As a teenager, I still had that yearning feeling to go back home but I was able to mask it better and was sociable enough to make friends although I could count them on one hand. The friends I made, I was very loyal to and shared a deep connection with. Later on, as a young woman in a University in Nabeul this was still the case. At University, I tended to embrace what others called lost causes and one of them consisted of a direct clash with a special group of Muslim brotherhood called “Ekhwan Al Jihad” or the brothers of the Jihad (holy war). These people, whose shortened name was “Khwanjia” for all of us Tunisians resisting their backward rules and oppression, had gained a disproportionate level of power and Bourguiba, the President at that time, did not seem able to easily get rid of the hold they had – something that Ben Ali had been able to do after he orchestrated a coup against Bourguiba several years later.
Meanwhile, one of the higher level recruits of this brotherhood who lived on the same campus, had gotten besotted with me and decided I was to become his wife. He was very surprised at my resistance and later on, he joined those who would stop us from going to the University in our western attire and threw the large and heavy lid of a dustbin at me in one of his hate-fuelled acts against me. We were all wearing just jeans and normal sweatshirts or shirts that were buttoned to the top but they could not bear the sight of us, refusing to cover our heads and wear long dresses or skirts instead of what they perceived as “figure-hugging, male-enticing jeans from hell”.
There were other happenings where this madman tried to hurt me but I evaded most of the time his hateful attacks. I then changed University to go to ENSI in Tunis, a University for IT engineers but decided to leave after two years because the level of power and hate-fuelled acts of the Khwanjia had gotten too much to bear. With my very Hindu name of Geetha which related to the Bhagavat Gita, one of the holiest books in Hinduism, I stood a lot to lose if the Khwanjia were to seek me out and do God knows what to me. My path had always been one of peaceful resistance but that did not stop them from beating us, attempting to tear our hair out of our heads or throwing stones and other large objects at us.
I finally left for Geneva rather than Paris because I felt I could not handle Paris after being in such a small place as Tunis. Geneva was a lovely quiet town which I enjoyed living in a lot even though the immigration rules were quite tough in order to get there. Throughout the time in Tunis as a young woman, it had always been about resistance and avoiding getting into trouble with the Khwanjia so I had not thought much about my ultimate goals but as the quiet of Geneva seeped into me, my previous levels of extraneity took over and I started to feel homesick again, wanting to be out there in the stars.

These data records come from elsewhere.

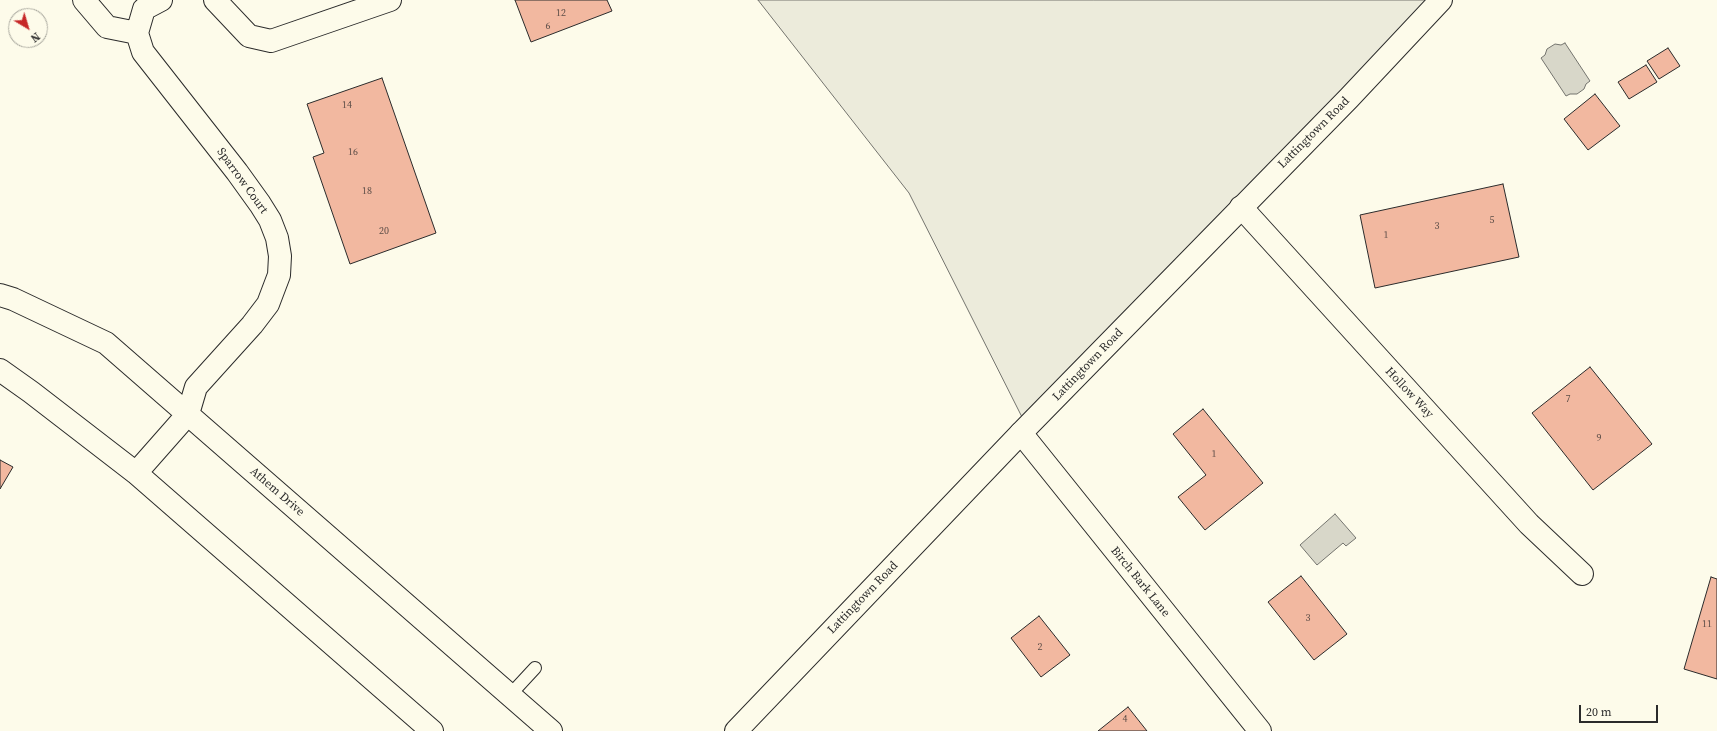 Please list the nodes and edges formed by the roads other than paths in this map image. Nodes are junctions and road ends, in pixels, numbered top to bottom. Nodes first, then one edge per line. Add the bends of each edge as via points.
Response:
1 (84, 0) edge
2 (161, 0) edge
3 (215, 0) edge
4 (390, 0) edge
5 (1441, 0) edge
6 (136, 33) junction
7 (1241, 207) junction
8 (0, 295) edge
9 (0, 370) edge
10 (188, 414) junction
11 (1021, 433) junction
12 (136, 473) junction
13 (1582, 574) dead end
14 (535, 668) dead end
15 (510, 695) junction
16 (537, 727) edge
17 (432, 731) edge
18 (736, 731) edge
19 (1260, 731) edge

1 - 6 street via 107,28
2 - 6 street via 144,9
3 - 4 street via 249,36 270,41
5 - 7 street, Lattingtown Road
6 - 10 street, Sparrow Court via 143,52 260,204 270,220 280,256 279,275 268,304 196,387
7 - 11 street, Lattingtown Road
7 - 13 street, Hollow Way via 1530,524
8 - 10 street, Athem Drive via 106,343
9 - 12 street
10 - 12 street, Sparrow Court
10 - 15 street, Athem Drive
11 - 18 street, Lattingtown Road
11 - 19 street, Birch Bark Lane
12 - 17 street
14 - 15 lane
15 - 16 street, Athem Drive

Life took over while I still stayed firmly entrenched in my dreams of going to sleep and waking up in a planet I could call home again. I went through two marriages and had children from my second marriage whom I loved more than myself to the point of concentrating all my energy on them and almost feeling at home on Earth. Things had gone awry with my first husband because the values we lived by were at odds and he had issues he had never disclosed to me before our marriage. Things went awry with my second marriage as well leaving me in a situation where I was taking care of my children almost single-handedly and our expenses as well as the tax situation were making our financial situation stretched and our relationship as tense as it could ever be.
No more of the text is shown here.